What do they think of our huge (for here) apartment? Our girls' 80 million hair bows? What does it say to them when we live in a nice apartment but I serve them chicken stew when they come for dinner instead of the spread they were probably expecting? Does it speak well of us because now they're off the hook for giving us a huge spread, or are they angry because they think we don't value them enough to prepare the feast? How does this impact things with Shannon being his boss?

I've was a nanny before for a well-off family when I was in graduate school. I noticed when they bought "extras." I saw receipts around the house sometimes for hundreds of dollars on makeup or thousands of dollars on a bookshelf. I saw the food in their pantry, the out-of-season produce in their refrigerator. The products they bought, the clothes in their kids' closets, how frequently they washed clothes and ran the dishwasher.

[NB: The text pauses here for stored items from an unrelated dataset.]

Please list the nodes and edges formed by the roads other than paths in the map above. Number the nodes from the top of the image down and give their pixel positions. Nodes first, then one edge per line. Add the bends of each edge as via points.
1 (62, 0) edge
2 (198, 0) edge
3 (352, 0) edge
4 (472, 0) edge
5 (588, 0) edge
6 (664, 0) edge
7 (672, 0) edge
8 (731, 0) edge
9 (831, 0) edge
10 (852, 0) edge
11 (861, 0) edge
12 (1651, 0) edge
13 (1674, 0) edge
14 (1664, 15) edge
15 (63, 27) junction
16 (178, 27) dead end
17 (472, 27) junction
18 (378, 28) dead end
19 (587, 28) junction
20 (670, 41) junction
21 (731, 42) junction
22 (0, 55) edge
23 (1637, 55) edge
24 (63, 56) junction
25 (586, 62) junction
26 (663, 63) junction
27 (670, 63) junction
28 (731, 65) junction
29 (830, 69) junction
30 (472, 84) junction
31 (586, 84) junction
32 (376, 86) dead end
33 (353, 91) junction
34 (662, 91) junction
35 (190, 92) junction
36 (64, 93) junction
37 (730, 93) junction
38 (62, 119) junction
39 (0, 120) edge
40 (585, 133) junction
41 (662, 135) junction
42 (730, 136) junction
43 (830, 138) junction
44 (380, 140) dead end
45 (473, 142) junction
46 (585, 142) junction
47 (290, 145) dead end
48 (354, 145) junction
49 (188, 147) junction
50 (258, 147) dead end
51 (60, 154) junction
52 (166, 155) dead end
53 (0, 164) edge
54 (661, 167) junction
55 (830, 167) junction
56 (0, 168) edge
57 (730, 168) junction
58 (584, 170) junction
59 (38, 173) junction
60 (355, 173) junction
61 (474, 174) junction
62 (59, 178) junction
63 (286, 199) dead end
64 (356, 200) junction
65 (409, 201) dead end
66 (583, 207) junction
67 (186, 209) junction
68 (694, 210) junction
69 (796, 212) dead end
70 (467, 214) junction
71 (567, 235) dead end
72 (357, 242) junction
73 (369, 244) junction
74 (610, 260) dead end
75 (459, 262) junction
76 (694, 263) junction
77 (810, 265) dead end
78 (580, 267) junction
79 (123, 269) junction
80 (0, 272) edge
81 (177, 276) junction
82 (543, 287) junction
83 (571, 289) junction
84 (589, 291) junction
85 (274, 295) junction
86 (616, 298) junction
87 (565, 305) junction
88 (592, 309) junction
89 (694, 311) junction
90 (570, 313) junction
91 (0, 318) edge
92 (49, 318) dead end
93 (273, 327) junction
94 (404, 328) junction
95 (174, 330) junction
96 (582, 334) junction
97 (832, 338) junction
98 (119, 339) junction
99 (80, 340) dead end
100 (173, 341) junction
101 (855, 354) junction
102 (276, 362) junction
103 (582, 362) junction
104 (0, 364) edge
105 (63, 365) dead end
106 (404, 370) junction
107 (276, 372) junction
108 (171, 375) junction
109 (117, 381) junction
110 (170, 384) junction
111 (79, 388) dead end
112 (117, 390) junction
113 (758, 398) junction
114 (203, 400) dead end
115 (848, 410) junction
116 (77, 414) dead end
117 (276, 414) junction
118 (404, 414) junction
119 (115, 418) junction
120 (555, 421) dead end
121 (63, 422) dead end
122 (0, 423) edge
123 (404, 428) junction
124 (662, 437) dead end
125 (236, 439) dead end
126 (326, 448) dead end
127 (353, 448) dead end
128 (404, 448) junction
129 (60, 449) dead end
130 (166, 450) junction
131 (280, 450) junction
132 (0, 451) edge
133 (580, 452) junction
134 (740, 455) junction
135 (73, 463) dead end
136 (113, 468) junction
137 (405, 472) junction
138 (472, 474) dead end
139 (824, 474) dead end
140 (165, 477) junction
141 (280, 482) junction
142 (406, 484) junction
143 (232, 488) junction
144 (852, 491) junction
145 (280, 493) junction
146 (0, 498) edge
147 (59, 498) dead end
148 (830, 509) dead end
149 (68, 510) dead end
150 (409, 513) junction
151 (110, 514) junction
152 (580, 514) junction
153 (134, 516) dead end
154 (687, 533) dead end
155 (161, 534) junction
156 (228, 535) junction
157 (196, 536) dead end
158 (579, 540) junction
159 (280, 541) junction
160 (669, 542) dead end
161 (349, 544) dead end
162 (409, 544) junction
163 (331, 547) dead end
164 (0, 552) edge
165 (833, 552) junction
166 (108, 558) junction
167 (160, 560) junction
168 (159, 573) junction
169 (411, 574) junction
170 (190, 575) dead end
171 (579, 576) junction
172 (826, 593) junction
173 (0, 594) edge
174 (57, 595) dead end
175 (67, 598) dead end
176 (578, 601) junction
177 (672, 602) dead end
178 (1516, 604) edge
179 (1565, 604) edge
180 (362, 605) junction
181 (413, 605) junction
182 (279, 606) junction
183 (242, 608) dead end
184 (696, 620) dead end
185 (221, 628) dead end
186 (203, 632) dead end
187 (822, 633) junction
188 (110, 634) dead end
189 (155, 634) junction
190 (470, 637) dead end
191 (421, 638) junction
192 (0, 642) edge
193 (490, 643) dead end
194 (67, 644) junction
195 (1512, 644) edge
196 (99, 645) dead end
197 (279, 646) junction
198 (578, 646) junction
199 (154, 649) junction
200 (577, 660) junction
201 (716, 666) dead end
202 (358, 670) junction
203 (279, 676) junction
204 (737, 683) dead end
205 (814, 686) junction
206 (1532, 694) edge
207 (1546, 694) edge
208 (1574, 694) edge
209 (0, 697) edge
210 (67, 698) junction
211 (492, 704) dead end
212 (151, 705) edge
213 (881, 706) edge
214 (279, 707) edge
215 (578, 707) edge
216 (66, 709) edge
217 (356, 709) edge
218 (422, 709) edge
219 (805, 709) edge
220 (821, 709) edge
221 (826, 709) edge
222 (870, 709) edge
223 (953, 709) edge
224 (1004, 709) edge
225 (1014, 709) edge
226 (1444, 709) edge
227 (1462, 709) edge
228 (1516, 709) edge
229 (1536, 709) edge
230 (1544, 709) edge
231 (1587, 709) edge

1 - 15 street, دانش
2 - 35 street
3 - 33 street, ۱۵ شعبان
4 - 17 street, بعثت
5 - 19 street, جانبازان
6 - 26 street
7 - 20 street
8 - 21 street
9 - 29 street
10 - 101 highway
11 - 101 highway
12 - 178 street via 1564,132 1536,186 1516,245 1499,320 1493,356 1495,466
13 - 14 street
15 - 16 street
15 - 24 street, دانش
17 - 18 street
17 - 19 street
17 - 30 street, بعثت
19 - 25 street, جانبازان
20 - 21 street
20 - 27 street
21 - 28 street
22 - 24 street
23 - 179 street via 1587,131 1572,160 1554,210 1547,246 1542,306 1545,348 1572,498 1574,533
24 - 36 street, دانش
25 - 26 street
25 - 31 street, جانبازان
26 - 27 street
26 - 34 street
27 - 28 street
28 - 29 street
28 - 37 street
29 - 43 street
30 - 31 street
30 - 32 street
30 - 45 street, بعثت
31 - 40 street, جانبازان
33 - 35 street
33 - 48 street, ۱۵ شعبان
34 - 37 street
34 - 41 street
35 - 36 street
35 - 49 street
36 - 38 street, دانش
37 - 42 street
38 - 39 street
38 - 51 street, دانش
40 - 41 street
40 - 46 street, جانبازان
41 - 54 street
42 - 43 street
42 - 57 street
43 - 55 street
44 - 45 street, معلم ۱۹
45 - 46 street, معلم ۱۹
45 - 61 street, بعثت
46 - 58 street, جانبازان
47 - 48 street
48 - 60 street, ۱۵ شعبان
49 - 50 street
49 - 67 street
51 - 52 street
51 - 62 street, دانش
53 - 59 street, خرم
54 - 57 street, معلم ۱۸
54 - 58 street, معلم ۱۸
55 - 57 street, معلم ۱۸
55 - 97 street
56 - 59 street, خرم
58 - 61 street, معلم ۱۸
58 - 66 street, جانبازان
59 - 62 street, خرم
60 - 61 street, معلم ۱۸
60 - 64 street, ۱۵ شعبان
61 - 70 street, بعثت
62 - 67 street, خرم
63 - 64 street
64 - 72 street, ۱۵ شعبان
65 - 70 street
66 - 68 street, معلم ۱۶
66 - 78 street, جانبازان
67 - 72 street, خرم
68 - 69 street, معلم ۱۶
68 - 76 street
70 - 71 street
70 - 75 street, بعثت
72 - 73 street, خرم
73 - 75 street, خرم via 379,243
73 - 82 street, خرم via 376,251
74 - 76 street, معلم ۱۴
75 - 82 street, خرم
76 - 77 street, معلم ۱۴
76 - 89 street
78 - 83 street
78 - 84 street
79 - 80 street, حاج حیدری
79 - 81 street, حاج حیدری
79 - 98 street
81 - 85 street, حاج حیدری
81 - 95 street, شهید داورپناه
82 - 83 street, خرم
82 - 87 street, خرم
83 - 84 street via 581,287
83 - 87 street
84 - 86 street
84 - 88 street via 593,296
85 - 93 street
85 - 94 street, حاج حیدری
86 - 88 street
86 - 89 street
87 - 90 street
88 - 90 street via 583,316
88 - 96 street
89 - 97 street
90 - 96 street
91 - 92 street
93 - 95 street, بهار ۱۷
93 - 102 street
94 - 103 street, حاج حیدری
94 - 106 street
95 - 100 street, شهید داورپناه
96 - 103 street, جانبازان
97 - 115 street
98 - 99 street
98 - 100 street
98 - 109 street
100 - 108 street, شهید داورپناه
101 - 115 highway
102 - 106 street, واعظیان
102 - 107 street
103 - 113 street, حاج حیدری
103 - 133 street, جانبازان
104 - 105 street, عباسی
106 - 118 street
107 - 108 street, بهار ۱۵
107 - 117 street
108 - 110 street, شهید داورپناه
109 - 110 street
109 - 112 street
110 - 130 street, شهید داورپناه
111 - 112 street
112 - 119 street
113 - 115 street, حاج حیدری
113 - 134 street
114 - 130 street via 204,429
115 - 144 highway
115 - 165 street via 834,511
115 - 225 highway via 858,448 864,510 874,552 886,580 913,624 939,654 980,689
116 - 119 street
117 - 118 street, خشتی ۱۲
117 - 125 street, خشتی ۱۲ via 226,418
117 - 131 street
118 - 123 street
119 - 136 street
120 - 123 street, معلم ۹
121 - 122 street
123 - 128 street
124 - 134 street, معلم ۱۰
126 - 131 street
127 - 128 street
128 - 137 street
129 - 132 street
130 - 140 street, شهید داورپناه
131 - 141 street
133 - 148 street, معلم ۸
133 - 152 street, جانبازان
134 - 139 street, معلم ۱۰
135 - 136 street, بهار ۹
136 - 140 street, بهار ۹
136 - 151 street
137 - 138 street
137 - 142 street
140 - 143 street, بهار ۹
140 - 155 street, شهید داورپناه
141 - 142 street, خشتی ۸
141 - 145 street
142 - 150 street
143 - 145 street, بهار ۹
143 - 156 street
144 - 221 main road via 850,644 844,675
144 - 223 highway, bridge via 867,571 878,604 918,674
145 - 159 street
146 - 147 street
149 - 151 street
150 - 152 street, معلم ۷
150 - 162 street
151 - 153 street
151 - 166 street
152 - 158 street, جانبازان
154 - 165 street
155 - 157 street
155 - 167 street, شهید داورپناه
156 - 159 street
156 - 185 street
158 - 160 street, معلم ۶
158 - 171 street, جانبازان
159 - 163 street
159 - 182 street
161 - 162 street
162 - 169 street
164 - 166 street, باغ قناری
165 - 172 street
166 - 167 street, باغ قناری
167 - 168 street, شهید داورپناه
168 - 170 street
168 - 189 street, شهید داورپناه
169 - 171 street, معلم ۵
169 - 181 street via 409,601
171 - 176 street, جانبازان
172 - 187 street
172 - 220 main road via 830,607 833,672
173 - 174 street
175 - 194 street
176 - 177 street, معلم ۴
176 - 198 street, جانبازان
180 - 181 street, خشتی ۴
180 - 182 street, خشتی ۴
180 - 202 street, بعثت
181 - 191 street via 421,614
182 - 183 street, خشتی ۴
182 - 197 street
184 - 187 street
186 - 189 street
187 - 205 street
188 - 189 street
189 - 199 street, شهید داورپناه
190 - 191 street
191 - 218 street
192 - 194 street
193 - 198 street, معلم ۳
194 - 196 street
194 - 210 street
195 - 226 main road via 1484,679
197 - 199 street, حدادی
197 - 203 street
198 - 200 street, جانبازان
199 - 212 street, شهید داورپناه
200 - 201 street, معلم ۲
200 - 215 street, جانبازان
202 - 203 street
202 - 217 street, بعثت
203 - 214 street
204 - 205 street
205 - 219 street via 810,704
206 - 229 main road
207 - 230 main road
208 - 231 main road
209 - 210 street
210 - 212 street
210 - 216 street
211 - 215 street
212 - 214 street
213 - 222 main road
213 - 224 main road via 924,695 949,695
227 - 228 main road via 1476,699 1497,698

We have a nanny come into our home five mornings a week so I can go to language class. And I wonder what she thinks about the food in my refrigerator. The clothes in my girls' drawers. How frequently I do laundry, change the sheets, vacuum my floors, clean the toilets. What she thinks of the toilet paper I buy, the laundry soap, the dish soap, the individually-packaged tea bags. The flour in bulk but the always-expensive avocados (for Raye). Does she think I'm wasteful? Extravagent? A good manager of my home? What does she think of my children and how they behave? How they eat? What they eat?

And I feel like I live in a glass house for all to see. And it makes me uncomfortable.

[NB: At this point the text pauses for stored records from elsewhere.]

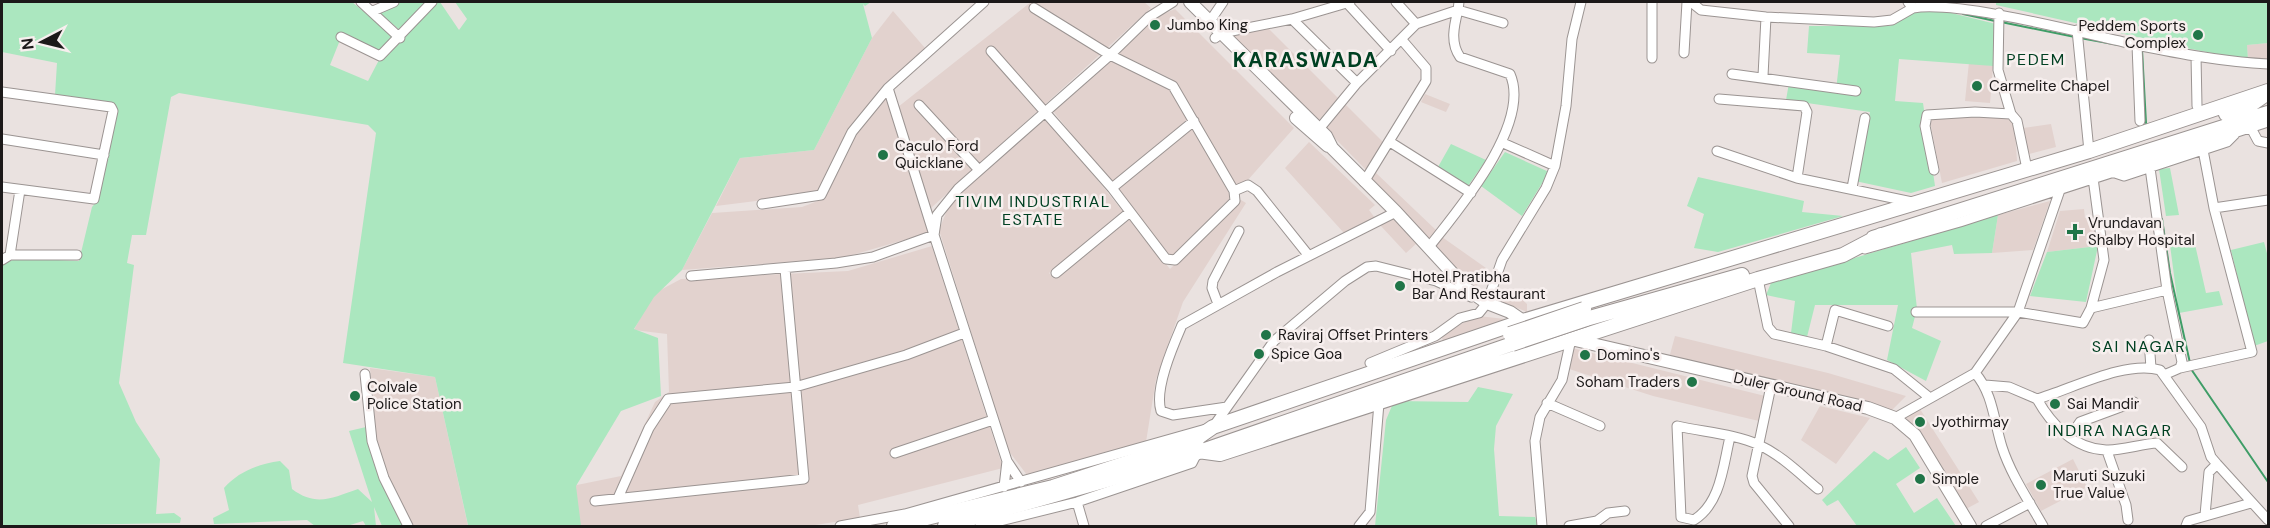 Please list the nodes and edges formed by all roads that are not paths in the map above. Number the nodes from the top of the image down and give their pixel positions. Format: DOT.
graph roads {
  1 [pos="361,2"];
  2 [pos="394,2"];
  3 [pos="432,2"];
  4 [pos="984,2"];
  5 [pos="1173,2"];
  6 [pos="1179,2"];
  7 [pos="1190,2"];
  8 [pos="1223,2"];
  9 [pos="1349,2"];
  10 [pos="1396,2"];
  11 [pos="1581,2"];
  12 [pos="1652,2"];
  13 [pos="1689,2"];
  14 [pos="1910,4"];
  15 [pos="1459,6"];
  16 [pos="1035,8"];
  17 [pos="373,11"];
  18 [pos="1999,13"];
  19 [pos="1766,17"];
  20 [pos="1292,19"];
  21 [pos="1209,21"];
  22 [pos="1503,23"];
  23 [pos="1416,24"];
  24 [pos="2077,30"];
  25 [pos="1219,35"];
  26 [pos="341,38"];
  27 [pos="400,38"];
  28 [pos="1401,40"];
  29 [pos="2137,45"];
  30 [pos="991,51"];
  31 [pos="1391,51"];
  32 [pos="1684,53"];
  33 [pos="1110,55"];
  34 [pos="2196,56"];
  35 [pos="1652,58"];
  36 [pos="2268,64"];
  37 [pos="1732,74"];
  38 [pos="1763,76"];
  39 [pos="1357,83"];
  40 [pos="888,88"];
  41 [pos="1856,91"];
  42 [pos="2,92"];
  43 [pos="2268,92"];
  44 [pos="1719,99"];
  45 [pos="919,105"];
  46 [pos="2197,106"];
  47 [pos="1046,111"];
  48 [pos="2268,113"];
  49 [pos="2011,114"];
  50 [pos="1865,118"];
  51 [pos="1194,121"];
  52 [pos="2140,121"];
  53 [pos="2268,123"];
  54 [pos="2251,128"];
  55 [pos="1319,129"];
  56 [pos="2237,132"];
  57 [pos="2,139"];
  58 [pos="1390,142"];
  59 [pos="1503,143"];
  60 [pos="2268,143"];
  61 [pos="1332,148"];
  62 [pos="2203,150"];
  63 [pos="2089,151"];
  64 [pos="1717,152"];
  65 [pos="104,155"];
  66 [pos="1555,166"];
  67 [pos="2150,168"];
  68 [pos="2027,169"];
  69 [pos="979,170"];
  70 [pos="1934,170"];
  71 [pos="2112,172"];
  72 [pos="1797,178"];
  73 [pos="2093,178"];
  74 [pos="1364,182"];
  75 [pos="2,187"];
  76 [pos="1112,188"];
  77 [pos="1852,188"];
  78 [pos="20,190"];
  79 [pos="2060,190"];
  80 [pos="1234,191"];
  81 [pos="1471,193"];
  82 [pos="2268,200"];
  83 [pos="1912,202"];
  84 [pos="762,204"];
  85 [pos="2214,208"];
  86 [pos="1130,212"];
  87 [pos="1396,212"];
  88 [pos="1239,231"];
  89 [pos="934,235"];
  90 [pos="1881,235"];
  91 [pos="1429,247"];
  92 [pos="77,255"];
  93 [pos="1843,255"];
  94 [pos="1309,256"];
  95 [pos="6,257"];
  96 [pos="785,269"];
  97 [pos="1056,273"];
  98 [pos="691,276"];
  99 [pos="1758,279"];
  100 [pos="2167,290"];
  101 [pos="1487,303"];
  102 [pos="1218,304"];
  103 [pos="2091,308"];
  104 [pos="1562,309"];
  105 [pos="1916,312"];
  106 [pos="2018,312"];
  107 [pos="1585,314"];
  108 [pos="1523,321"];
  109 [pos="1888,326"];
  110 [pos="964,333"];
  111 [pos="1571,339"];
  112 [pos="2149,340"];
  113 [pos="1438,342"];
  114 [pos="1826,346"];
  115 [pos="1532,352"];
  116 [pos="1370,363"];
  117 [pos="2151,368"];
  118 [pos="2180,368"];
  119 [pos="365,374"];
  120 [pos="1975,374"];
  121 [pos="2164,375"];
  122 [pos="1985,385"];
  123 [pos="1770,386"];
  124 [pos="795,387"];
  125 [pos="1930,398"];
  126 [pos="2037,399"];
  127 [pos="2134,402"];
  128 [pos="1379,403"];
  129 [pos="1547,403"];
  130 [pos="1227,406"];
  131 [pos="1895,418"];
  132 [pos="993,420"];
  133 [pos="1600,426"];
  134 [pos="1213,427"];
  135 [pos="1730,437"];
  136 [pos="2070,437"];
  137 [pos="1758,444"];
  138 [pos="1194,447"];
  139 [pos="2107,450"];
  140 [pos="895,453"];
  141 [pos="1007,461"];
  142 [pos="2217,464"];
  143 [pos="2182,467"];
  144 [pos="1021,482"];
  145 [pos="1004,487"];
  146 [pos="1818,489"];
  147 [pos="618,498"];
  148 [pos="595,501"];
  149 [pos="1077,502"];
  150 [pos="2030,503"];
  151 [pos="2251,503"];
  152 [pos="1624,511"];
  153 [pos="2205,516"];
  154 [pos="2128,520"];
  155 [pos="2268,520"];
  156 [pos="408,526"];
  157 [pos="840,526"];
  158 [pos="894,526"];
  159 [pos="945,526"];
  160 [pos="980,526"];
  161 [pos="1084,526"];
  162 [pos="1359,526"];
  163 [pos="1542,526"];
  164 [pos="1569,526"];
  165 [pos="1789,526"];
  166 [pos="1970,526"];
  167 [pos="1986,526"];
  168 [pos="2043,526"];
  169 [pos="2186,526"];
  1 -- 17 [label="street"];
  2 -- 17 [label="street"];
  3 -- 27 [label="street"];
  4 -- 40 [label="street"];
  5 -- 33 [label="street"];
  6 -- 25 [label="main road"];
  7 -- 21 [label="main road"];
  8 -- 21 [label="street"];
  9 -- 20 [label="street"];
  9 -- 31 [label="street"];
  10 -- 23 [label="street"];
  11 -- 66 [label="street"];
  12 -- 35 [label="street"];
  13 -- 19 [label="street"];
  13 -- 32 [label="street"];
  14 -- 18 [label="street"];
  14 -- 19 [label="street"];
  15 -- 22 [label="street"];
  15 -- 23 [label="street"];
  15 -- 59 [label="street"];
  16 -- 33 [label="street"];
  17 -- 27 [label="street"];
  18 -- 24 [label="street"];
  18 -- 49 [label="street"];
  19 -- 38 [label="street"];
  20 -- 25 [label="street"];
  20 -- 39 [label="street"];
  21 -- 25 [label="main road"];
  23 -- 28 [label="street"];
  24 -- 29 [label="street"];
  24 -- 63 [label="street"];
  25 -- 55 [label="main road"];
  25 -- 61 [label="main road"];
  26 -- 27 [label="street"];
  28 -- 31 [label="street"];
  28 -- 58 [label="street"];
  29 -- 34 [label="street"];
  29 -- 52 [label="street"];
  30 -- 47 [label="street"];
  31 -- 39 [label="street"];
  33 -- 47 [label="street"];
  33 -- 51 [label="street"];
  34 -- 36 [label="street"];
  34 -- 46 [label="street"];
  37 -- 38 [label="street"];
  38 -- 41 [label="street"];
  39 -- 55 [label="street"];
  40 -- 84 [label="street"];
  40 -- 89 [label="street"];
  42 -- 65 [label="street"];
  43 -- 63 [label="highway"];
  43 -- 107 [label="highway"];
  44 -- 72 [label="street"];
  45 -- 69 [label="street"];
  47 -- 69 [label="street"];
  47 -- 76 [label="street"];
  48 -- 90 [label="highway"];
  49 -- 68 [label="street"];
  49 -- 70 [label="street"];
  50 -- 77 [label="street"];
  51 -- 76 [label="street"];
  51 -- 80 [label="street"];
  53 -- 54 [label="street"];
  54 -- 56 [label="street"];
  54 -- 60 [label="street"];
  55 -- 61 [label="main road"];
  56 -- 62 [label="street"];
  56 -- 71 [label="street"];
  57 -- 65 [label="street"];
  58 -- 74 [label="street"];
  58 -- 81 [label="street"];
  59 -- 66 [label="street"];
  59 -- 81 [label="street"];
  61 -- 74 [label="main road"];
  62 -- 67 [label="street"];
  62 -- 85 [label="street"];
  63 -- 68 [label="highway"];
  64 -- 72 [label="street"];
  65 -- 78 [label="street"];
  66 -- 101 [label="street"];
  67 -- 71 [label="street"];
  67 -- 100 [label="street"];
  68 -- 83 [label="highway"];
  69 -- 89 [label="street"];
  71 -- 73 [label="street"];
  72 -- 77 [label="street"];
  73 -- 79 [label="street"];
  73 -- 103 [label="street"];
  74 -- 87 [label="main road"];
  75 -- 78 [label="street"];
  76 -- 86 [label="street"];
  77 -- 83 [label="street"];
  78 -- 95 [label="street"];
  79 -- 93 [label="street"];
  79 -- 106 [label="street"];
  80 -- 86 [label="street"];
  80 -- 94 [label="street"];
  81 -- 91 [label="street"];
  82 -- 85 [label="street"];
  83 -- 104 [label="highway"];
  85 -- 118 [label="street"];
  86 -- 97 [label="street"];
  87 -- 91 [label="main road"];
  87 -- 94 [label="street"];
  88 -- 102 [label="street"];
  89 -- 96 [label="street"];
  89 -- 110 [label="street"];
  90 -- 93 [label="highway"];
  90 -- 107 [label="highway"];
  91 -- 101 [label="main road"];
  92 -- 95 [label="street"];
  93 -- 99 [label="highway"];
  94 -- 102 [label="street"];
  96 -- 98 [label="street"];
  96 -- 124 [label="street"];
  99 -- 111 [label="highway"];
  99 -- 114 [label="street"];
  100 -- 103 [label="street"];
  100 -- 118 [label="street"];
  101 -- 108 [label="main road"];
  101 -- 113 [label="street"];
  101 -- 130 [label="street"];
  102 -- 130 [label="street"];
  103 -- 106 [label="street"];
  104 -- 108 [label="highway"];
  104 -- 111 [label="highway"];
  105 -- 106 [label="street"];
  106 -- 120 [label="street"];
  107 -- 138 [label="highway, bridge"];
  108 -- 113 [label="highway"];
  108 -- 115 [label="highway"];
  109 -- 114 [label="street"];
  110 -- 124 [label="street"];
  110 -- 132 [label="street"];
  111 -- 115 [label="highway"];
  111 -- 123 [label="main road, Duler Ground Road"];
  111 -- 129 [label="street"];
  112 -- 117 [label="street"];
  113 -- 116 [label="street"];
  113 -- 134 [label="highway"];
  114 -- 125 [label="street"];
  115 -- 128 [label="highway"];
  117 -- 121 [label="street"];
  117 -- 126 [label="street"];
  118 -- 121 [label="street"];
  119 -- 156 [label="street"];
  120 -- 122 [label="street"];
  120 -- 125 [label="street"];
  121 -- 142 [label="street"];
  122 -- 126 [label="street"];
  122 -- 150 [label="street"];
  123 -- 131 [label="main road, Duler Ground Road"];
  123 -- 137 [label="street"];
  124 -- 147 [label="street"];
  124 -- 147 [label="street"];
  125 -- 131 [label="street"];
  126 -- 136 [label="street"];
  127 -- 136 [label="street"];
  128 -- 138 [label="highway"];
  128 -- 162 [label="street"];
  129 -- 133 [label="street"];
  129 -- 163 [label="street"];
  130 -- 134 [label="street"];
  131 -- 166 [label="main road, Duler Ground Road"];
  132 -- 140 [label="street"];
  132 -- 141 [label="street"];
  134 -- 138 [label="highway"];
  134 -- 144 [label="street"];
  135 -- 135 [label="street"];
  135 -- 137 [label="street"];
  136 -- 139 [label="street"];
  137 -- 146 [label="street"];
  137 -- 165 [label="street"];
  138 -- 149 [label="street"];
  138 -- 158 [label="highway"];
  138 -- 159 [label="highway"];
  139 -- 143 [label="street"];
  139 -- 154 [label="street"];
  141 -- 144 [label="street"];
  141 -- 145 [label="street"];
  142 -- 151 [label="street"];
  142 -- 153 [label="street"];
  144 -- 145 [label="street"];
  145 -- 157 [label="street"];
  147 -- 148 [label="street"];
  149 -- 160 [label="street"];
  149 -- 161 [label="street"];
  150 -- 167 [label="street"];
  150 -- 168 [label="street"];
  151 -- 153 [label="street"];
  151 -- 155 [label="street"];
  152 -- 164 [label="street"];
  153 -- 169 [label="street"];
}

Because as much as I know that we are not extravagant (at least not for Americans), that I clean as regularly as I can manage, that our intentions are pure in not serving the fattened calf, and so on, it doesn't much matter if they don't see it, too.


  1. Oh friend... I hear the discomfort in this post... and I'm so glad you shared it! But, I don't think you need to worry so. How much did you bless these people by opening up your home? Plenty! Did you help them see something of your culture? Definitely, and that is always a good share! And... here's the brilliant thing... hopefully of encouragement. I've been realizing that I'm this mish-mash of cultures (and you are now too)... and since I don't fully represent any one culture... finally at the end of the day I just get to represent Him who made all cultures (just in a different way than anybody else has ever seen before.) -- Now, to just apply this concept myself as I go to a strange, maybe-Thanksgiving dinner of my Cantonese in-laws in Ohio (my husband has intimated that maybe group-soup called hot pot will be the meal?!? Not sure what to do with that, but we'll muddle through!!) :D

  2. You've been overseas for many years (in some form or another), so what I'm going to say probably won't come as much of a surprise: Of course they notice the differences, and of course they are judging you for it. Not to say they are leaving with resentment and a dislike, but I'm sure they think you don't do things "the right way", and a lot of what you do doesn't make sense to them. I know this from my experience overseas, and from hearing other ex-pats talk; even the people we consider friends will think we need to change the way we do things to fit their culture, and you know your nanny is making a mental list of things to tell her friends and family about. This may not be a comfortable realization, but just remember that you are doing the same thing when you go to another person's home. It's only natural to notice the differences and be a little critical.